"We found that it was pretty poorly repaired," said Allen Wood of the California Bureau of Automotive Repair.
Auto body fraud may not surprise you, but this might: California state investigators charge that insurance companies have become a big part of the problem.
Insurers in most states refer policyholders to body shops they have contracts with - known as direct repair shops - promising quality repairs at reasonable prices.
But investigators tell us that often isn't what the customer gets.
"You know this is my insurance company and I trust them," said Angie Riedel.
So when Allstate told her to go to one of their recommended auto repair shops, she picked the Roseville Collision Center.
"They said they would guarantee it for life," Riedel said.
She drove the repaired car for a year, then turned on her local news and learned that Roseville had been charged with fraud and substandard work.
"I thought, oh my gosh," Riedel recalled.
Meanwhile, she contacted the state Bureau of Auto Repair, which found the car's roof and the frame had not been repaired.
"It was left in a condition that it was still not acceptable ... just very substandard," said state inspector Allen Wood.
She called Allstate about the shoddy work on her car and the allegations against the Roseville Collision Center.
"They told me I had to go back to the Collision Center," Riedel said. "Isn't that crazy?"
According to several repair shop owners who asked not to be identified, insurance companies pressure the consumers to go to shops they contract with.

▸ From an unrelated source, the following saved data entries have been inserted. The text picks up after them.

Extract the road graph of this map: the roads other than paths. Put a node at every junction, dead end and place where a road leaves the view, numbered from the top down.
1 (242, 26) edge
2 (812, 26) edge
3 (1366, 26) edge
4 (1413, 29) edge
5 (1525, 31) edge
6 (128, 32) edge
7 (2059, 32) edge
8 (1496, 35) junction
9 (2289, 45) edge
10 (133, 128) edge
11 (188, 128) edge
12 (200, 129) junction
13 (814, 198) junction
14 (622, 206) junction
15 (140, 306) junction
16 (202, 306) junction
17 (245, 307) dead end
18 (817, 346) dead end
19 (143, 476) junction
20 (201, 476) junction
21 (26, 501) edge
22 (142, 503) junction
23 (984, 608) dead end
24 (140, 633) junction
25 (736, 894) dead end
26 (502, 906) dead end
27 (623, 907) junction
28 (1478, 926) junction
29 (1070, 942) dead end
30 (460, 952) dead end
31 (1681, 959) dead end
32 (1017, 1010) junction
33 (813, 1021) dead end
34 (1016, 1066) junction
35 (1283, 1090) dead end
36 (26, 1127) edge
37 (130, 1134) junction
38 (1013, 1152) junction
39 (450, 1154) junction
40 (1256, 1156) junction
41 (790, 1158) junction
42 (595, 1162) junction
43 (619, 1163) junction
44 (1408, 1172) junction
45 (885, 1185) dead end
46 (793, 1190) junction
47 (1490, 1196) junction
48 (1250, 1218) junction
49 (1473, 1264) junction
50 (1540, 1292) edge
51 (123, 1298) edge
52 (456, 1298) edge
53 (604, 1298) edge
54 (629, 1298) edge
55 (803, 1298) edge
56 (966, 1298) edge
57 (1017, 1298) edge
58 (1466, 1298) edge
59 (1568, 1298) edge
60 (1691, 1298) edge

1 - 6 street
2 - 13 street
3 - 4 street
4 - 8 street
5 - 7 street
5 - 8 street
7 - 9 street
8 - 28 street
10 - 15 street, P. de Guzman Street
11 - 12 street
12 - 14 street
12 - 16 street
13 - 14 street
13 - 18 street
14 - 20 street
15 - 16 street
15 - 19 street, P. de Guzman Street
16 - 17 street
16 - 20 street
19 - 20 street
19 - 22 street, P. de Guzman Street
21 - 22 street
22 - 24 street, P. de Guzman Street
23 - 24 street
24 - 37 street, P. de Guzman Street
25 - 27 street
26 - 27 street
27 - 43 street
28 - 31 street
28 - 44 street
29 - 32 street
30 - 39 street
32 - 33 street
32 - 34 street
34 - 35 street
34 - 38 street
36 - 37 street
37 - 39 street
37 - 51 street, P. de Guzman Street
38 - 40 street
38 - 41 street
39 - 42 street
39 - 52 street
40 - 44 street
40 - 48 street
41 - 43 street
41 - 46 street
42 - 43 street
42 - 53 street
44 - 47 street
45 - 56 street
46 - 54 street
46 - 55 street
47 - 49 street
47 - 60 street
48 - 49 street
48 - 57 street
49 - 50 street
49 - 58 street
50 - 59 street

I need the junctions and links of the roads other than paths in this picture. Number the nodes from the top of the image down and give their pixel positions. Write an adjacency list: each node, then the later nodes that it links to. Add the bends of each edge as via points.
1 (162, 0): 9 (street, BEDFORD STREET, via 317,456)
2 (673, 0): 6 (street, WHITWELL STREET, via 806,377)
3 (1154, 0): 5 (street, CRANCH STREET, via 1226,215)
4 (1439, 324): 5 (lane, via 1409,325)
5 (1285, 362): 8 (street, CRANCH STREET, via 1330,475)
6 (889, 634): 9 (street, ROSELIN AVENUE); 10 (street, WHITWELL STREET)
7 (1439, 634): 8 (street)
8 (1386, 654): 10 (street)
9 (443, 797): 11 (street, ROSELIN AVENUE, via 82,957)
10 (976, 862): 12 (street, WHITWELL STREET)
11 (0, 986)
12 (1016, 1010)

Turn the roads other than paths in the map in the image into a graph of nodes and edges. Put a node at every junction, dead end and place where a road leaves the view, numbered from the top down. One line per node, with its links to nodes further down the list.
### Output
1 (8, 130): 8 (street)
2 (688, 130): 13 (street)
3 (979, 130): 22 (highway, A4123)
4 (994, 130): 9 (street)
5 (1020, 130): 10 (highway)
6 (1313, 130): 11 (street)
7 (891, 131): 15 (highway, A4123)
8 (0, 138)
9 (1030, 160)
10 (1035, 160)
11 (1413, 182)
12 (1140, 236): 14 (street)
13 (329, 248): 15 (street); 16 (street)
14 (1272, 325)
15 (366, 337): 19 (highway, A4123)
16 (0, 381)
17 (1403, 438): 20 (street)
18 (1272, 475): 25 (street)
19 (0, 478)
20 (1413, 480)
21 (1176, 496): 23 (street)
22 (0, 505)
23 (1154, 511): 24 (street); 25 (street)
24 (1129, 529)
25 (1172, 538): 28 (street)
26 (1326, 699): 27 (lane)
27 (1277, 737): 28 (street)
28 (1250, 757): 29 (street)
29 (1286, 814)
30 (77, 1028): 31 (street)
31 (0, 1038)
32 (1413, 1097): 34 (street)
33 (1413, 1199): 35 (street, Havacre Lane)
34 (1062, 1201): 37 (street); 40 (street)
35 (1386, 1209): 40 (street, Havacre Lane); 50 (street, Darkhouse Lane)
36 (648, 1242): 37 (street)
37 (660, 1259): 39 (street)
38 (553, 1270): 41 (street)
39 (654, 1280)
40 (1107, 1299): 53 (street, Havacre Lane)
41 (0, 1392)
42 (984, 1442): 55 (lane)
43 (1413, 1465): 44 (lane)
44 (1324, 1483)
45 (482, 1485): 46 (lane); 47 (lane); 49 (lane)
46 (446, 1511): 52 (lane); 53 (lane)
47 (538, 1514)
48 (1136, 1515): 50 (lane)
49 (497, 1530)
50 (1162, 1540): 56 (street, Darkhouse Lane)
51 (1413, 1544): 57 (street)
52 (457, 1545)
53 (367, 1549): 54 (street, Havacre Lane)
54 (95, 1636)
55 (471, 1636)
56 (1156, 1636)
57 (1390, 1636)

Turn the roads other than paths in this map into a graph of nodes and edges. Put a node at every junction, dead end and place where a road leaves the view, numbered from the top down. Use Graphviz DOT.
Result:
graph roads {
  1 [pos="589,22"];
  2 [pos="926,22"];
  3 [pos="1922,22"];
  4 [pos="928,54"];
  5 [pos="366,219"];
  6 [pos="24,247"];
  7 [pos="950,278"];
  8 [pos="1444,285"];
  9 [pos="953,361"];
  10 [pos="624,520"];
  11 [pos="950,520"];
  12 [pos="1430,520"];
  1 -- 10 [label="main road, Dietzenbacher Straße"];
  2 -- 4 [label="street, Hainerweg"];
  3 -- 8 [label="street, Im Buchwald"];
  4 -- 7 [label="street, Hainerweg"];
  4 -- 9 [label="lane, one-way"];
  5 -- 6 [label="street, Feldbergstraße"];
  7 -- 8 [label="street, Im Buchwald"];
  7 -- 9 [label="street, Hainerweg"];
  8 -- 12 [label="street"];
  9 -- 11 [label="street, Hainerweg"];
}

"They tell the customer straight out, Either you take it to one of our shops or we will not send an adjuster out. We refuse to pay for the repairs. These are supervisors that do it. And I'll testify to any court any time about it because it happens all the time," said one shop owner.
Allstate wouldn't talk to us on camera, but an insurance industry representative, Dan Dunmoyer, said that if they didn't send customers to their shops: "The price of auto insurance for comprehensive and collision in America would probably double."
Riedel never did get that car fully repaired. The state investigators bought it for evidence against the repair shop.
"It makes me really angry that I drove around with this for a year with my family in the car," she said.
The Roseville repair shop is still in business but under investigation.
Investigator Alan Wood has one recommendation for consumers - don't feel pressured by insurance companies - go to a repair shop you can trust. In Sacramento California, this is Erin Moriarty for Eye on America.